まあ、例の「輸血した人が、その輸血用血液でHIV感染した」ってニュースの事ですよ。

とかく感染症となると空白期間(感染が検出されない期間)に関しては、性善説に頼らざるを得ないから、検査目的の献血はカンベンしてくれというのは本筋の意見で、周知しなければいけないのですが、じゃあ検査目的に使えるのか?って話。
検査結果のデータとして、通知されるのは血中の成分であって、確かにそれが健康状況の指標としても使える訳なのですが、xxに感染していたなどの情報はついていません。

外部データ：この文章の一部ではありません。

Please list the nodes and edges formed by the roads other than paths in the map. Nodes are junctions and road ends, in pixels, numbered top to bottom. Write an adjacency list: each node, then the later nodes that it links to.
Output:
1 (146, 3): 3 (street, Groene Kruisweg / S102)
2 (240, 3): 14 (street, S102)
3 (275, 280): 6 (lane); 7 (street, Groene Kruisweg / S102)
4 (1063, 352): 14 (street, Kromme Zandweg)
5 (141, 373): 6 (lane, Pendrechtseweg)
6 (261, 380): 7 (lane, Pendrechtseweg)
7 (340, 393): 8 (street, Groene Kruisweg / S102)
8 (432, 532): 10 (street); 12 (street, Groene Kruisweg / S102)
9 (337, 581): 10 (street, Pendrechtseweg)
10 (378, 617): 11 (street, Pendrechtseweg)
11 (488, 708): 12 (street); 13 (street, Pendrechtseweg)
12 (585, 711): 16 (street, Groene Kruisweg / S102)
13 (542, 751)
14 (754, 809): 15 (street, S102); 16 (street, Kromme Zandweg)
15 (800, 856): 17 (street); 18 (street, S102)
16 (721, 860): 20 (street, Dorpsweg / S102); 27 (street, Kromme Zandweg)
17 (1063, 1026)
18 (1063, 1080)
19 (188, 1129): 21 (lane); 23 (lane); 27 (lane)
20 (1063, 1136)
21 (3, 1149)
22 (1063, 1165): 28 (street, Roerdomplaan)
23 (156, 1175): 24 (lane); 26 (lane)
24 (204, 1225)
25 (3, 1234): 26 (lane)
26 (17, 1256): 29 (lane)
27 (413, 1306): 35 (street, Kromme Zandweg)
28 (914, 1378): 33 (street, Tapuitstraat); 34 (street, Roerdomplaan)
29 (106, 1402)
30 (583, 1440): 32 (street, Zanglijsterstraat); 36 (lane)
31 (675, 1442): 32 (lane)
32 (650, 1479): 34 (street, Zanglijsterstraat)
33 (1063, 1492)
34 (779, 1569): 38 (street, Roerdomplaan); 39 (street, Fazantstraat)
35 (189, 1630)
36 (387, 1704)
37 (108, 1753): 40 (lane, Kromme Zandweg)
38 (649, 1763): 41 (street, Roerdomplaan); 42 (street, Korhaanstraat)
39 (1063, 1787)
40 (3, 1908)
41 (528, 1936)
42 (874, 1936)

(但し、B型・C型肝炎検査、梅毒検査、HTLV-1抗体検査の結果通知に関しては、受付時にその旨を申請すれば異常を認められる場合のみ通知を受け取る事ができるそうです。ただ、これらについても「本人の意識しないところでの感染を把握して被害を広げない為の手段」かと思いますし、これらについても空白期間はあるようですので、検査目的での献血はやらないようにお願いします。)

「不摂生してるせいか、xxの数値が悪くなってるなぁ。」だとか、生活習慣の改善や特定の数値が極端に悪くなっている場合に病院で検査をしてもらううんぬんを判断する一指標にはなるかもしれませんが、それを目的にしてしまうのはマズイという事でしょう。それに、これらの情報はあくまで参考値でしかありません。
(もちろん、成分分析による情報についても、それに頼るのではなく定期的な健康診断が理想ですが、その部分については社員とかいう形で雇われてたり、雇われてなかったりな宙ぶらりの私個人も人のことを言えない状況でして……。)

もう一回言いますね。空白期間については、精度の高い日本の技術でも性善説に頼らざるを得ないのが現状です。感染症等、少しでもそれらの疑いがある場合は、献血でなく病院や保健所に行きましょう。それがせっかくの善意を悪意にしてしまわない唯一の方法であり、むしろ早期発見の為にはそちらの方が効率的で低リスクです。